Extracted records Start Marker

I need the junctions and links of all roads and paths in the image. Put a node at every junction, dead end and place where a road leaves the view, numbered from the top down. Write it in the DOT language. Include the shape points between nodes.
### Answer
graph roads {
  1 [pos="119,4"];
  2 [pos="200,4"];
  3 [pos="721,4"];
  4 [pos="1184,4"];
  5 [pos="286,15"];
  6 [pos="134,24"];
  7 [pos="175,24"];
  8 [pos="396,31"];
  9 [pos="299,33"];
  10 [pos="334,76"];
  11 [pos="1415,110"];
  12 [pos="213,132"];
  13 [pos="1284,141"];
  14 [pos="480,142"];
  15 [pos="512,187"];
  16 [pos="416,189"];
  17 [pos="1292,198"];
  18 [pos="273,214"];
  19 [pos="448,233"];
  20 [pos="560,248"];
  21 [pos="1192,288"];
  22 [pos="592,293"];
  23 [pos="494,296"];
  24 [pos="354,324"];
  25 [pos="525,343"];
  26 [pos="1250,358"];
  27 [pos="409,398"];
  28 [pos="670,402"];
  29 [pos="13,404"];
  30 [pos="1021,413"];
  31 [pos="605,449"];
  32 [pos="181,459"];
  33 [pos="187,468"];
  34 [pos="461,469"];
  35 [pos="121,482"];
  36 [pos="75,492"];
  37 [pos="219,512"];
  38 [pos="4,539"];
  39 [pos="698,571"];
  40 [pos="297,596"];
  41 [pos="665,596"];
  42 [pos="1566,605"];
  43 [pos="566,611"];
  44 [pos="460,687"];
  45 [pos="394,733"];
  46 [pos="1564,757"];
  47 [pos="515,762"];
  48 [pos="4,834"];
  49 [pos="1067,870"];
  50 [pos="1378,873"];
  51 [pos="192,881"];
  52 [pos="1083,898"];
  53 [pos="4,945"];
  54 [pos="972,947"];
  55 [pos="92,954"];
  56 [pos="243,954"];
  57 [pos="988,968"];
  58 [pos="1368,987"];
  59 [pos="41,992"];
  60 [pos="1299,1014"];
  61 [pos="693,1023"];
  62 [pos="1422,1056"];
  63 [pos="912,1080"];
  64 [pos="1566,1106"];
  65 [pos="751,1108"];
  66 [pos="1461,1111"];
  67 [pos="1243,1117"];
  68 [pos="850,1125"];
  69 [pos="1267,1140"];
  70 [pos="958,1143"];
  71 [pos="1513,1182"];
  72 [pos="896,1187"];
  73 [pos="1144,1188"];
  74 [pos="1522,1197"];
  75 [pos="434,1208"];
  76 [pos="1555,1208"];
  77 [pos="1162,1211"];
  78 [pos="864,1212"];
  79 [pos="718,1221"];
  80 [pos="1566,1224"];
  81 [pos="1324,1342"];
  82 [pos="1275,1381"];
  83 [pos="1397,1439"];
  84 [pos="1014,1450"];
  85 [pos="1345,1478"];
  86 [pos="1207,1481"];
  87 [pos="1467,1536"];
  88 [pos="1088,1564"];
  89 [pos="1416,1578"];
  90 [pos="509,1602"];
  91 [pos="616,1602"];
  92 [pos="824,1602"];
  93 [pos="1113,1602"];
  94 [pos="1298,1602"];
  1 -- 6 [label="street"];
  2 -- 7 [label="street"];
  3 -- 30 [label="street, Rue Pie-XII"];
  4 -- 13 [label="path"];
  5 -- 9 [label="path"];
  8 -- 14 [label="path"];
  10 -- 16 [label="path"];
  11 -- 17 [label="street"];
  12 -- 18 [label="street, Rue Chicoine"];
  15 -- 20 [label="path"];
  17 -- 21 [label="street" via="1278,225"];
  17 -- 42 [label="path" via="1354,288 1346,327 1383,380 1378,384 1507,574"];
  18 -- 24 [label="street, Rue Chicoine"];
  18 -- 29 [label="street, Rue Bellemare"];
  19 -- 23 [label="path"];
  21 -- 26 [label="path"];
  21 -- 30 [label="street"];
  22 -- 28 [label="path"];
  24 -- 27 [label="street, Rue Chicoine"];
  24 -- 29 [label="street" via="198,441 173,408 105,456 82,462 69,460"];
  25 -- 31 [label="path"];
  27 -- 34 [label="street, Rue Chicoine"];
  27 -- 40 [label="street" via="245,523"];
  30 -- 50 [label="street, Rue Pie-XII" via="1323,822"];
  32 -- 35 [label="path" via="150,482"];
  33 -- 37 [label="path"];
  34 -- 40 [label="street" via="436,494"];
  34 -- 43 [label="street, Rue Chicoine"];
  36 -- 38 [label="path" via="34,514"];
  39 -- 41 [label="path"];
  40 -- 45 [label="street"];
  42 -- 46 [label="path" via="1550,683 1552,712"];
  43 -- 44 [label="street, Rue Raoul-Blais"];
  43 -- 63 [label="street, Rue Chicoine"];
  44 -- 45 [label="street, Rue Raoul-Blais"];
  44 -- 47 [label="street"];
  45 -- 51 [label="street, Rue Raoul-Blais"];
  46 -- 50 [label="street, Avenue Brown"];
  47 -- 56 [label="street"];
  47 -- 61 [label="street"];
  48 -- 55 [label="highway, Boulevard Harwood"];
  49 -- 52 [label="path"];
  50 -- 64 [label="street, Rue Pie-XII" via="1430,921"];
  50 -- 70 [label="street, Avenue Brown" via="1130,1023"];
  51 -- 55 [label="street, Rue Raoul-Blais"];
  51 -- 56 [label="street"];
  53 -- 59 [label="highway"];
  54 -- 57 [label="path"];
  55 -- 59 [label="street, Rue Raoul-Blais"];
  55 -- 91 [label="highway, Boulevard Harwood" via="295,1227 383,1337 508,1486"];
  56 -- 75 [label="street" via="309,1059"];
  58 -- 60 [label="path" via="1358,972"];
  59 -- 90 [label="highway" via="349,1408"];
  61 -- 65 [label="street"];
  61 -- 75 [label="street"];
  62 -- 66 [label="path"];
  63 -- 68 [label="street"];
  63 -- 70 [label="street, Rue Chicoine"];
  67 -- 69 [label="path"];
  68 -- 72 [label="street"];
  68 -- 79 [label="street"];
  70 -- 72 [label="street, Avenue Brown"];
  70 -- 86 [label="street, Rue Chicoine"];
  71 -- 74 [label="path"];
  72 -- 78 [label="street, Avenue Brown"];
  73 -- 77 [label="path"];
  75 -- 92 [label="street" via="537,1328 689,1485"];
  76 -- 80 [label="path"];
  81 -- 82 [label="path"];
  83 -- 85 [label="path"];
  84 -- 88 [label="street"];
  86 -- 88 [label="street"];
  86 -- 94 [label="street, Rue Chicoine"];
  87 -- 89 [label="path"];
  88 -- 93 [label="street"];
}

Extracted records End Marker

Going through the material above, tally each line holding the word "Brown", then give the total and nothing else.

Solution to the problem:
4